What is being asked
Exact copy, no pictures: return all the records as they stand.

Extracted entries
_ _ _ _ _ _ _

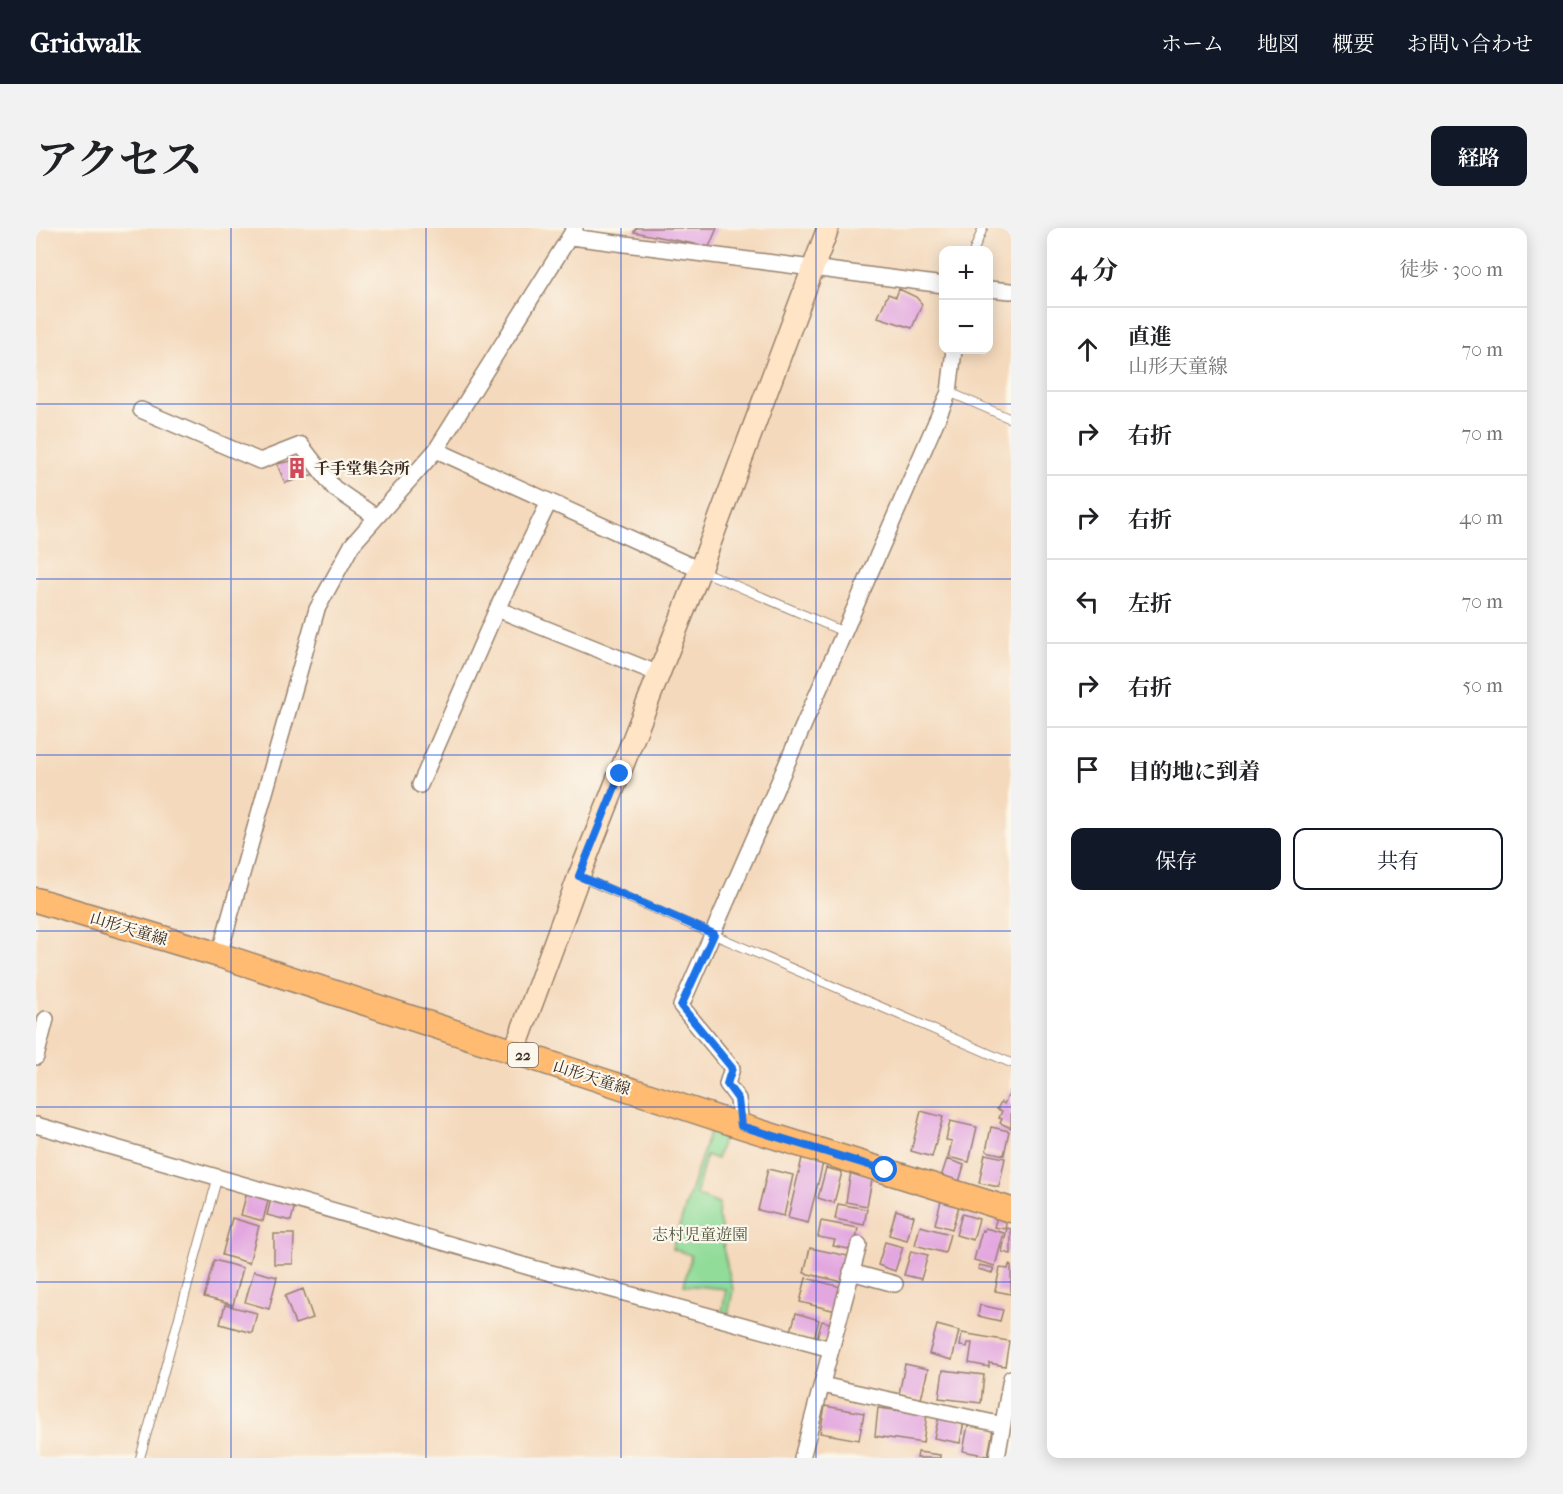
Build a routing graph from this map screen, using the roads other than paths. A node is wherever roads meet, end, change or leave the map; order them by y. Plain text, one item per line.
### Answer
1 (828, 228) edge
2 (983, 228) edge
3 (573, 233) edge
4 (976, 246) edge
5 (812, 268) junction
6 (939, 284) edge
7 (993, 289) edge
8 (1011, 291) edge
9 (954, 354) edge
10 (949, 392) junction
11 (141, 410) dead end
12 (1011, 419) edge
13 (436, 450) junction
14 (549, 502) junction
15 (376, 517) junction
16 (700, 570) junction
17 (497, 609) junction
18 (844, 632) junction
19 (659, 674) junction
20 (420, 785) dead end
21 (579, 876) junction
22 (36, 900) edge
23 (714, 934) junction
24 (219, 955) junction
25 (46, 1019) dead end
26 (514, 1052) junction
27 (36, 1057) edge
28 (1010, 1059) edge
29 (36, 1125) edge
30 (741, 1126) junction
31 (218, 1176) junction
32 (1011, 1210) edge
33 (859, 1245) dead end
34 (851, 1272) junction
35 (895, 1284) dead end
36 (831, 1349) junction
37 (1011, 1378) edge
38 (822, 1386) junction
39 (1003, 1425) junction
40 (1002, 1454) edge
41 (140, 1458) edge
42 (802, 1458) edge

1 - 5 street
2 - 4 lane
3 - 5 street
3 - 13 street
5 - 6 street
5 - 16 street
7 - 8 street
9 - 10 street
10 - 12 lane
10 - 18 street
11 - 15 street
13 - 14 street
13 - 15 street
14 - 16 street
14 - 17 street
15 - 24 street
16 - 18 lane
16 - 19 street
17 - 19 street
17 - 20 street
18 - 23 street
19 - 21 street
21 - 23 lane
21 - 26 street
22 - 24 main road, 山形天童線 / 22
23 - 28 lane
23 - 30 street
24 - 26 main road, 山形天童線 / 22
25 - 27 street
26 - 30 main road, 山形天童線 / 22
29 - 31 street
30 - 32 main road, 山形天童線 / 22
31 - 36 street
31 - 41 lane
33 - 34 street
34 - 35 street
34 - 36 street
36 - 38 street
37 - 39 street
38 - 39 street
38 - 42 street
39 - 40 street

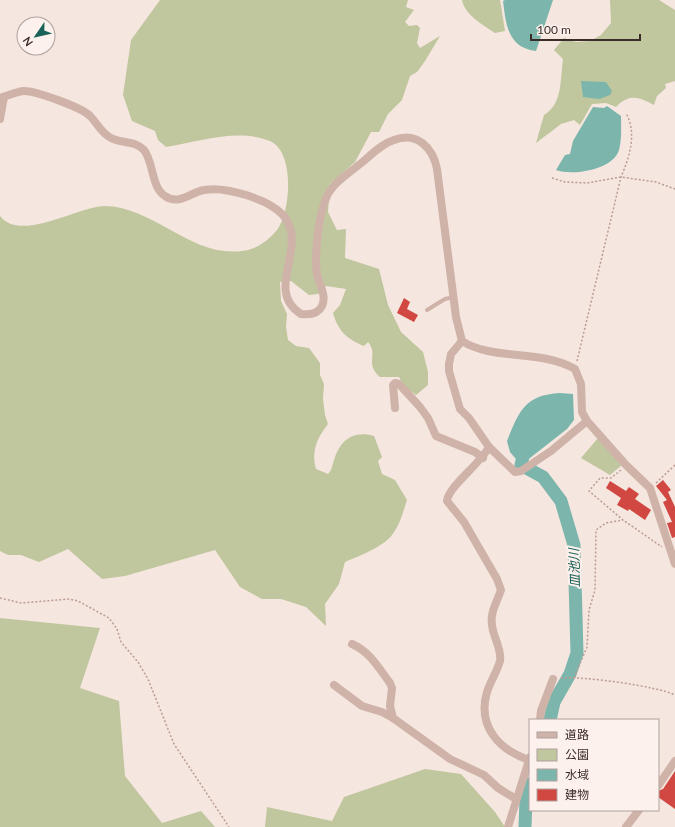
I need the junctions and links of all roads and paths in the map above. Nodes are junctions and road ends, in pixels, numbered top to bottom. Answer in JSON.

_ _ _ _ _ _ _

Your response
Build a routing graph from this map screen, using the roads other than paths. A node is wherever roads meet, end, change or leave the map; order them by y. Plain text, one item per line.
### Answer
1 (828, 228) edge
2 (983, 228) edge
3 (573, 233) edge
4 (976, 246) edge
5 (812, 268) junction
6 (939, 284) edge
7 (993, 289) edge
8 (1011, 291) edge
9 (954, 354) edge
10 (949, 392) junction
11 (141, 410) dead end
12 (1011, 419) edge
13 (436, 450) junction
14 (549, 502) junction
15 (376, 517) junction
16 (700, 570) junction
17 (497, 609) junction
18 (844, 632) junction
19 (659, 674) junction
20 (420, 785) dead end
21 (579, 876) junction
22 (36, 900) edge
23 (714, 934) junction
24 (219, 955) junction
25 (46, 1019) dead end
26 (514, 1052) junction
27 (36, 1057) edge
28 (1010, 1059) edge
29 (36, 1125) edge
30 (741, 1126) junction
31 (218, 1176) junction
32 (1011, 1210) edge
33 (859, 1245) dead end
34 (851, 1272) junction
35 (895, 1284) dead end
36 (831, 1349) junction
37 (1011, 1378) edge
38 (822, 1386) junction
39 (1003, 1425) junction
40 (1002, 1454) edge
41 (140, 1458) edge
42 (802, 1458) edge

1 - 5 street
2 - 4 lane
3 - 5 street
3 - 13 street
5 - 6 street
5 - 16 street
7 - 8 street
9 - 10 street
10 - 12 lane
10 - 18 street
11 - 15 street
13 - 14 street
13 - 15 street
14 - 16 street
14 - 17 street
15 - 24 street
16 - 18 lane
16 - 19 street
17 - 19 street
17 - 20 street
18 - 23 street
19 - 21 street
21 - 23 lane
21 - 26 street
22 - 24 main road, 山形天童線 / 22
23 - 28 lane
23 - 30 street
24 - 26 main road, 山形天童線 / 22
25 - 27 street
26 - 30 main road, 山形天童線 / 22
29 - 31 street
30 - 32 main road, 山形天童線 / 22
31 - 36 street
31 - 41 lane
33 - 34 street
34 - 35 street
34 - 36 street
36 - 38 street
37 - 39 street
38 - 39 street
38 - 42 street
39 - 40 street

I need the junctions and links of all roads and paths in the map above. Nodes are junctions and road ends, in pixels, numbered top to bottom. Answer in JSON.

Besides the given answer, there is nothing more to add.